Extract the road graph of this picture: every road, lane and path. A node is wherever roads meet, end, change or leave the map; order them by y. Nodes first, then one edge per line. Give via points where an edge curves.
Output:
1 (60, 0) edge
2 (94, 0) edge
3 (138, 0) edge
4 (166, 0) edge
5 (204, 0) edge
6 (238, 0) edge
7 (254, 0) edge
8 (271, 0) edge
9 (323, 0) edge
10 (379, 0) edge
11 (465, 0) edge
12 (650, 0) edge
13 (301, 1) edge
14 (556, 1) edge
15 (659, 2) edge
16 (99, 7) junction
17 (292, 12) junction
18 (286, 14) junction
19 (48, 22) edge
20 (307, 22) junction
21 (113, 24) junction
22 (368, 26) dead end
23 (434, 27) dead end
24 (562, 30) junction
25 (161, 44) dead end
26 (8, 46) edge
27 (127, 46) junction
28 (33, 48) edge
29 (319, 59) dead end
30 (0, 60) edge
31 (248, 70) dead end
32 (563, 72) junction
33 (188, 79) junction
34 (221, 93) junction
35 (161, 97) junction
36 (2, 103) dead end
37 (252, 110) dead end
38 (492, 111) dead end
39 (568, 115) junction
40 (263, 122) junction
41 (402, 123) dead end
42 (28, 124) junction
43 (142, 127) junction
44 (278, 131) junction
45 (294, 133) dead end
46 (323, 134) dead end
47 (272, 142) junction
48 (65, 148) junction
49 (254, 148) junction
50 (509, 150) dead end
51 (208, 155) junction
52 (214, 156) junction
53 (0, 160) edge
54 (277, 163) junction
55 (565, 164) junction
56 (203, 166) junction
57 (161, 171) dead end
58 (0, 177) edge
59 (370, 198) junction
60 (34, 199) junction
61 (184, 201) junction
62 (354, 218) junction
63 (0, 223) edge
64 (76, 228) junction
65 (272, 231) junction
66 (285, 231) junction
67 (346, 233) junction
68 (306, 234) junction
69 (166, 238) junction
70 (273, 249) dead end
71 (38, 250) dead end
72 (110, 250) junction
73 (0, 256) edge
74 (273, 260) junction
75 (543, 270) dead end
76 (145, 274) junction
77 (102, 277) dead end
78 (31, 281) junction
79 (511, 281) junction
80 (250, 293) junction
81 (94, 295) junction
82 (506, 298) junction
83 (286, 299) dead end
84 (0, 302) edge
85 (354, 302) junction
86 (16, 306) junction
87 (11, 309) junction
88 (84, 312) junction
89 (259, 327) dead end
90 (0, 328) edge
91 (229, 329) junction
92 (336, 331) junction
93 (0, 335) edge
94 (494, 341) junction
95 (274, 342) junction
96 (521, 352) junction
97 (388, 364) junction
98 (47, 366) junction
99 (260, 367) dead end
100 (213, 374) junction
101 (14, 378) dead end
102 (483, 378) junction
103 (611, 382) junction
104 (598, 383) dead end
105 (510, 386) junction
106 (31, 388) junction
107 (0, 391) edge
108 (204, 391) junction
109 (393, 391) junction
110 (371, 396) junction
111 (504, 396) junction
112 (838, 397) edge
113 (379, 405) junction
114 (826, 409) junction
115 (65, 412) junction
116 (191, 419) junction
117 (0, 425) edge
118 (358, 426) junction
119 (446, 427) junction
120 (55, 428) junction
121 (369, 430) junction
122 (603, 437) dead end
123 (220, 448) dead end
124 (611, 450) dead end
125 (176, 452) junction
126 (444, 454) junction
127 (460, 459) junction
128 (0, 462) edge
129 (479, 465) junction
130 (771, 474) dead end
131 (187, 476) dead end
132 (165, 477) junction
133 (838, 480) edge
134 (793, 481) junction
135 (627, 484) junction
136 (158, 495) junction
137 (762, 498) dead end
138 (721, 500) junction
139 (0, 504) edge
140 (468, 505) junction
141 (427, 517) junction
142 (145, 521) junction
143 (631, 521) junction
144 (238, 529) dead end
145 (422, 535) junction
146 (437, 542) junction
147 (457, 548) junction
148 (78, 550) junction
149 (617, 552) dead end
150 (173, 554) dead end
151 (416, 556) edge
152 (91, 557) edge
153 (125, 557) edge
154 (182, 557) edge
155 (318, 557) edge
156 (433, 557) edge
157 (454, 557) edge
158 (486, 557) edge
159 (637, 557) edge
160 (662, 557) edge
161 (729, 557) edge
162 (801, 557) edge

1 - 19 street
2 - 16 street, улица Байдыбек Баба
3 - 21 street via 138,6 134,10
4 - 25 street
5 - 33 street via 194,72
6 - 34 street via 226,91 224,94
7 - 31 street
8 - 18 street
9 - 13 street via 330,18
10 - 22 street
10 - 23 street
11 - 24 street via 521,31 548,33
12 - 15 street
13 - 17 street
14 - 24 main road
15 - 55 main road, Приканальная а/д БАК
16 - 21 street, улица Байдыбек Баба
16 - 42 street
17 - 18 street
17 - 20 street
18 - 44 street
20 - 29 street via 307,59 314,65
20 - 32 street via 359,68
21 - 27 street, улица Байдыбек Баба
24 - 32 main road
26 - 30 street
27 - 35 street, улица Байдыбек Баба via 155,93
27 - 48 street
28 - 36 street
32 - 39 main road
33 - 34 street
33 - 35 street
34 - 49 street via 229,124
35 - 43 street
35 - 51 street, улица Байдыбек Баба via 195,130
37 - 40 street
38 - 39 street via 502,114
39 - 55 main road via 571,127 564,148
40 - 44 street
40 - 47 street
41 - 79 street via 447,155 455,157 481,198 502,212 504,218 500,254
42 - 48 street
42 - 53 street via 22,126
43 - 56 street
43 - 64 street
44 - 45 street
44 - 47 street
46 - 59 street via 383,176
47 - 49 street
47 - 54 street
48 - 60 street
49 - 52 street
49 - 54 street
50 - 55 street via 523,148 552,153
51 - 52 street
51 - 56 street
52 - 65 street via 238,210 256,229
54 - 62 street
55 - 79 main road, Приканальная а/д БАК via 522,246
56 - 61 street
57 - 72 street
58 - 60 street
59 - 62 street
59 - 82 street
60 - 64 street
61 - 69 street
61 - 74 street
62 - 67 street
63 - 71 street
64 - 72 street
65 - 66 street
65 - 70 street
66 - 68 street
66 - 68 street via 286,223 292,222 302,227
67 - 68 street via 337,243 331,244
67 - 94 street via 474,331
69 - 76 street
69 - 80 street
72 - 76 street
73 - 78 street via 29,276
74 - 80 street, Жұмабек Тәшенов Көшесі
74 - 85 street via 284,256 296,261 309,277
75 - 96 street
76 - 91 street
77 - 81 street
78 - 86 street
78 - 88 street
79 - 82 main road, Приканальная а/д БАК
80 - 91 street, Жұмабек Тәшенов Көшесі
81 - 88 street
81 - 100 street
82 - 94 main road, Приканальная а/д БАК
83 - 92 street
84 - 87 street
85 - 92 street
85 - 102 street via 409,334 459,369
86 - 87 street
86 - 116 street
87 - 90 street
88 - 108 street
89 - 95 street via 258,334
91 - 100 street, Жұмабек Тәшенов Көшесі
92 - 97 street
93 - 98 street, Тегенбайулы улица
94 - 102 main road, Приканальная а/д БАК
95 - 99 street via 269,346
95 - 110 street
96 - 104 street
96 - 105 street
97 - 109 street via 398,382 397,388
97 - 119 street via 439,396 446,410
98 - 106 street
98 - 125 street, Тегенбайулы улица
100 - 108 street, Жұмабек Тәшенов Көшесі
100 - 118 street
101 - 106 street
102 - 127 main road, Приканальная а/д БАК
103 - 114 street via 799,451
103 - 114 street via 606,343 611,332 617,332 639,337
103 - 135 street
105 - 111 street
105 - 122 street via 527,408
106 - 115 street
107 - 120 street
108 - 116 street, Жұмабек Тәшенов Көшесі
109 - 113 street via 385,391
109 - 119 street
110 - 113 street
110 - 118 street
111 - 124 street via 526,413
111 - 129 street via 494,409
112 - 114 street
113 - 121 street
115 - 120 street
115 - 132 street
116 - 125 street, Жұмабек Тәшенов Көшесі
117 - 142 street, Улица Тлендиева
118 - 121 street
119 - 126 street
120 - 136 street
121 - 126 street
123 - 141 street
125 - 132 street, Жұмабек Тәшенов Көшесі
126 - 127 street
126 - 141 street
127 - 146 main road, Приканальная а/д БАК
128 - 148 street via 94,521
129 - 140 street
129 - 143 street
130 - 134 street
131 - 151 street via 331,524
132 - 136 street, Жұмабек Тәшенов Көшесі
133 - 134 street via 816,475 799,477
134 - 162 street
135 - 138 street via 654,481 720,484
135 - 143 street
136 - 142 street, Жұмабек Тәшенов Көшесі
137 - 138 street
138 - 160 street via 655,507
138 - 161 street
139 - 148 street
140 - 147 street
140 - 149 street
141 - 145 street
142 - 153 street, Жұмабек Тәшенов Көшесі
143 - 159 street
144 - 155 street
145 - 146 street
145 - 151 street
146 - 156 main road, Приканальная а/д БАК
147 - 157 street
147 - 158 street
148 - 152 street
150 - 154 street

════

* TASK OBJECTIVE
Show the lines of the entries that include the string "Приканальная", copying each in full.

* RESULT FOR THIS EXERCISE
15 - 55 main road, Приканальная а/д БАК
55 - 79 main road, Приканальная а/д БАК via 522,246
79 - 82 main road, Приканальная а/д БАК
82 - 94 main road, Приканальная а/д БАК
94 - 102 main road, Приканальная а/д БАК
102 - 127 main road, Приканальная а/д БАК
127 - 146 main road, Приканальная а/д БАК
146 - 156 main road, Приканальная а/д БАК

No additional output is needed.